Data structures example: linked lists
August 13, 2007 on 1:11 am | In Actionscript, data structures |What’s a linked list ?
A linked list is very similar to an array in a way that both are structures capable of storing elements sequentially. However, taking a closer look reveals that they work totally different internally. Like all arrays the build-in array class in ActionScript stores multiple elements in a single array instance accessed by indexing, while a linked list uses a separate object instance for each data element. This object is called a node, and besides storing the data it also needs to hold a reference to the next node in the list. The result is the most simple form of a linked list, the singly linked list:
If a node also stores a reference to the previous node it can move in both directions, forth and back; this is obviously called a doubly linked list, which is shown below.
The SLinkedList and DLinkedList classes in the data structure package act as containers for storing the nodes and provide methods for manipulating (appending/deleting etc.) the list, taking care of everything. But a linked list can also be solely defined by a bunch of node objects, without using a manager class. For example, in a singly linked list, a node object could be defined like this:
class Node
{
var data:*;
var next:Node;
}
Then a basic functional list could be created like this:
var a:Node = new Node(); var b:Node = new Node(); var c:Node = new Node(); a.next = b; b.next = c; c.next = null;
Pretty simple, right? Note that you don’t have to store node ‘b’ and ‘c’ explicitly - as long as node ‘a’ is stored properly, the garbage collector has no way of removing them, so they stay alive.
A doubly linked list is more flexible and some operations like unlinking nodes from the list are faster. So why didn’t I omit the singly linked version? Because if you know in advance that you’ll only move in one direction and seldom modify the list, the singly linked version is a good choice because it needs less memory and you get a slight performance gain, as the node management is a little bit simpler behind the scenes.
Arrays vs. Linked Lists
A weakness from which an array suffers is that although it gives direct access to any array cell, it’s clumsy when it comes to modifying the array, like removing or inserting elements after it has been initialized. This is demonstrated below, where you can click a cell and drag it to remove it from the array, which is essentially a splice(nodeIndex, 1) operation.
Now the resulting ‘gap’ is filled, and all elements right of the gap are shifted one position to the left. This takes time and gets worse the bigger the array gets. On very large arrays this operation can lead to a hefty slow down (see also the queue post) and should be avoided for real time applications.

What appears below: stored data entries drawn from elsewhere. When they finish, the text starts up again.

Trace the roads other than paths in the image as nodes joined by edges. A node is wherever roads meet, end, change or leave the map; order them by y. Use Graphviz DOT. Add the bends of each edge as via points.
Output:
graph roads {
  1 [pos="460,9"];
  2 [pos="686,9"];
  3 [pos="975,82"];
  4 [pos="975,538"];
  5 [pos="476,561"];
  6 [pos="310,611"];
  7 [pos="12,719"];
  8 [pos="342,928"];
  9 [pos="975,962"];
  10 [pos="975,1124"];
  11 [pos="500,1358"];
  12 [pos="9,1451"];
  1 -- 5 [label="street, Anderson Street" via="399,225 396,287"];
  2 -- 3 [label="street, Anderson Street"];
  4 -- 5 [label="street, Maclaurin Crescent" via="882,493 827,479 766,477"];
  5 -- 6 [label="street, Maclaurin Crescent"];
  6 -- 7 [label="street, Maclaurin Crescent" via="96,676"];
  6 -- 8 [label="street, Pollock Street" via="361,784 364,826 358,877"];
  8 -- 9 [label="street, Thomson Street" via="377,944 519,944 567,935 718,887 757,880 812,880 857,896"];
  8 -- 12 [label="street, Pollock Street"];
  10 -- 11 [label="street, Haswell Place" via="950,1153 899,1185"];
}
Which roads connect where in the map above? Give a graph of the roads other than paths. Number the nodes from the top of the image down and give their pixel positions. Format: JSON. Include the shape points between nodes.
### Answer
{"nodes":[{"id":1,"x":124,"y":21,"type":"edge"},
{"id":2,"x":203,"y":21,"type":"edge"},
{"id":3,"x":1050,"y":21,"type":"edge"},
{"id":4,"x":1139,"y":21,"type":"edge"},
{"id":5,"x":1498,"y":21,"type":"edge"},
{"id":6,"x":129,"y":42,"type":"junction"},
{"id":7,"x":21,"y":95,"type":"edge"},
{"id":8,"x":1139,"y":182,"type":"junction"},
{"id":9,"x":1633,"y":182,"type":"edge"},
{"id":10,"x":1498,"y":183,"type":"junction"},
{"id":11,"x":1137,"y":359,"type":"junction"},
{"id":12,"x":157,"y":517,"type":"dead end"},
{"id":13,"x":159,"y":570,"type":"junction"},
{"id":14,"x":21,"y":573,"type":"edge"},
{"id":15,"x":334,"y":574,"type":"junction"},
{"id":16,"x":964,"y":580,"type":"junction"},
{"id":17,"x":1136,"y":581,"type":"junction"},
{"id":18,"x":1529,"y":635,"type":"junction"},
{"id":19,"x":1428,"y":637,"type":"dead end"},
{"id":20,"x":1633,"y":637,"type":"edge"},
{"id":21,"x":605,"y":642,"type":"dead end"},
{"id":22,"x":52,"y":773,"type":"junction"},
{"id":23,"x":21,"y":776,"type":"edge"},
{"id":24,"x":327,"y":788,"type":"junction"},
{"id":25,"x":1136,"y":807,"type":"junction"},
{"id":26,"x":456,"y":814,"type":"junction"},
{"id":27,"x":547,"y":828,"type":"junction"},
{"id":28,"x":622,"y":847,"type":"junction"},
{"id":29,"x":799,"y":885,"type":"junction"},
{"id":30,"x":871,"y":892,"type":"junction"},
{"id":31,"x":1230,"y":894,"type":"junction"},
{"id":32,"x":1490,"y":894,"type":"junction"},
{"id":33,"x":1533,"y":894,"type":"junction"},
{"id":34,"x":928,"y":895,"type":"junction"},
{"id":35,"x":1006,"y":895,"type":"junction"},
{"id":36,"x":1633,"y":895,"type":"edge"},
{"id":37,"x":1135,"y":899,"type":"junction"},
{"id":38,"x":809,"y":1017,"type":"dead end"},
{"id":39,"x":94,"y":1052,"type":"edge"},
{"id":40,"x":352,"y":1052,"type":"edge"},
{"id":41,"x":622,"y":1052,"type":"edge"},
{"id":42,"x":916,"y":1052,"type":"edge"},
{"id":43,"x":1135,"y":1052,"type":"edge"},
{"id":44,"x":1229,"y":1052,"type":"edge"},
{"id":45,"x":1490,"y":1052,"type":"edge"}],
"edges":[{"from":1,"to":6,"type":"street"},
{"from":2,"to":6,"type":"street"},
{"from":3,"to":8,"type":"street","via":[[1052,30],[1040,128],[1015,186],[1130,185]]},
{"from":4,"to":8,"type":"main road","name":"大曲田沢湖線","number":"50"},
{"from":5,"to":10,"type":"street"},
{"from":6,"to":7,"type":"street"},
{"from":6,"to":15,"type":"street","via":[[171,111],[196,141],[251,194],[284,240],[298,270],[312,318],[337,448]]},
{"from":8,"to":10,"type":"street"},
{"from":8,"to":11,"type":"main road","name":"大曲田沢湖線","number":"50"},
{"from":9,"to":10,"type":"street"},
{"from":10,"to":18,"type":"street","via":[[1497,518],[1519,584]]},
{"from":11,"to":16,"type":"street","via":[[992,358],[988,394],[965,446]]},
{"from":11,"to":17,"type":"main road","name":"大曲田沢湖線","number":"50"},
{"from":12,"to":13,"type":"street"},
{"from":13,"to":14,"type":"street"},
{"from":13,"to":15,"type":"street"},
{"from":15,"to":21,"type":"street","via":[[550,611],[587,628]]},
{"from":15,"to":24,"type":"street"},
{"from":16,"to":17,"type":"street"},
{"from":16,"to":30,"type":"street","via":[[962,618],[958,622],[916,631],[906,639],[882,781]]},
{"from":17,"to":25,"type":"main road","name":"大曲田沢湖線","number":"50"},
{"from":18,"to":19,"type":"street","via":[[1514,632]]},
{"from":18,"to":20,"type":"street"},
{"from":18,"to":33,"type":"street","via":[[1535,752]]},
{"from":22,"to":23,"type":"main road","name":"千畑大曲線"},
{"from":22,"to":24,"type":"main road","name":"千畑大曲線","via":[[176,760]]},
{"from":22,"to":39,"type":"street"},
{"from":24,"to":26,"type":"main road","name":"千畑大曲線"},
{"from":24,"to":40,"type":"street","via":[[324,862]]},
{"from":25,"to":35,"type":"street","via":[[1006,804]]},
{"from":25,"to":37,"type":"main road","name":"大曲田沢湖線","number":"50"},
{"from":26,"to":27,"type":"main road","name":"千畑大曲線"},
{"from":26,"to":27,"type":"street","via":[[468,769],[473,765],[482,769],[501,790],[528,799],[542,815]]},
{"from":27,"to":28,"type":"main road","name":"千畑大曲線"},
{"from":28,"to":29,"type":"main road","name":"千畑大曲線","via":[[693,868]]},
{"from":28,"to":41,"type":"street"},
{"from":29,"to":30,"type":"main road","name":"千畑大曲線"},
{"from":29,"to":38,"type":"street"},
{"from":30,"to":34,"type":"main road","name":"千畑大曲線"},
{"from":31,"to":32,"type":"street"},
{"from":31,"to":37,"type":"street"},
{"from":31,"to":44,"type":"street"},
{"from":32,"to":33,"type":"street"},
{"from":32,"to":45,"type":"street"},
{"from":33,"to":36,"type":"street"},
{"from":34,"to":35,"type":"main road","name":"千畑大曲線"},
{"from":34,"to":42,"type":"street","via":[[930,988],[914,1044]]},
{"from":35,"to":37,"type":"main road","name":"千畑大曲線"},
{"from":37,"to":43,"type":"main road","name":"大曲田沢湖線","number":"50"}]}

The worst-case happens when you remove the first element (shift()), while only the last element can be removed instantly (pop()). The same of course applies for inserting elements. So in the end an array is great for a stack, but bad for a queue if implemented in a naive way.
Now this is where a linked list shines, because data can be removed or inserted almost instantly, making it perfect for situations where you need a structure that constantly changes.
As with the array demo, you can drag a node to the screen edge to unlink it from the list. In addition, you can also insert a node by pressing the ‘I’ key. Watch what happens: no large chunks of data have to be moved around in memory, just the references, visualized by the arrows, need to be updated, which is fast and simple. If you hold a node near an edge of the screen, you see how the links would change. Grey arrows represent obsolete links that will be removed together with the dragged node. The transparent blue and purple links are rerouted to ‘bridge’ the current node.
Looking at the code, each node has a small helper function to unlink it from the list that looks like this:
function unlink():void
{
//new purple link
if (prev != null) prev.next = next;
//new blue link
if (next != null) next.prev = prev;
//obsolete grey links
next = prev = null;
}
If the first (head) or last (tail) node is removed, this gets even simpler:
if (node == head)
{
head = head.next;
}
else if (node == tail)
{
tail = tail.prev;
}
If you want to remove a node from the list using the SLinkedList or DLinkedList class, you first create an iterator object pointing to the node, and then remove it later on at any time calling the remove() method on the iterator itself or the linked list:
var itr:DListIterator = new DListIterator(myList, myNode); itr.remove(); //or myList.remove(itr);
This is even possible if the list was modified before. With an array, you have to keep an eye on the array index of the stored item whenever you modify the array.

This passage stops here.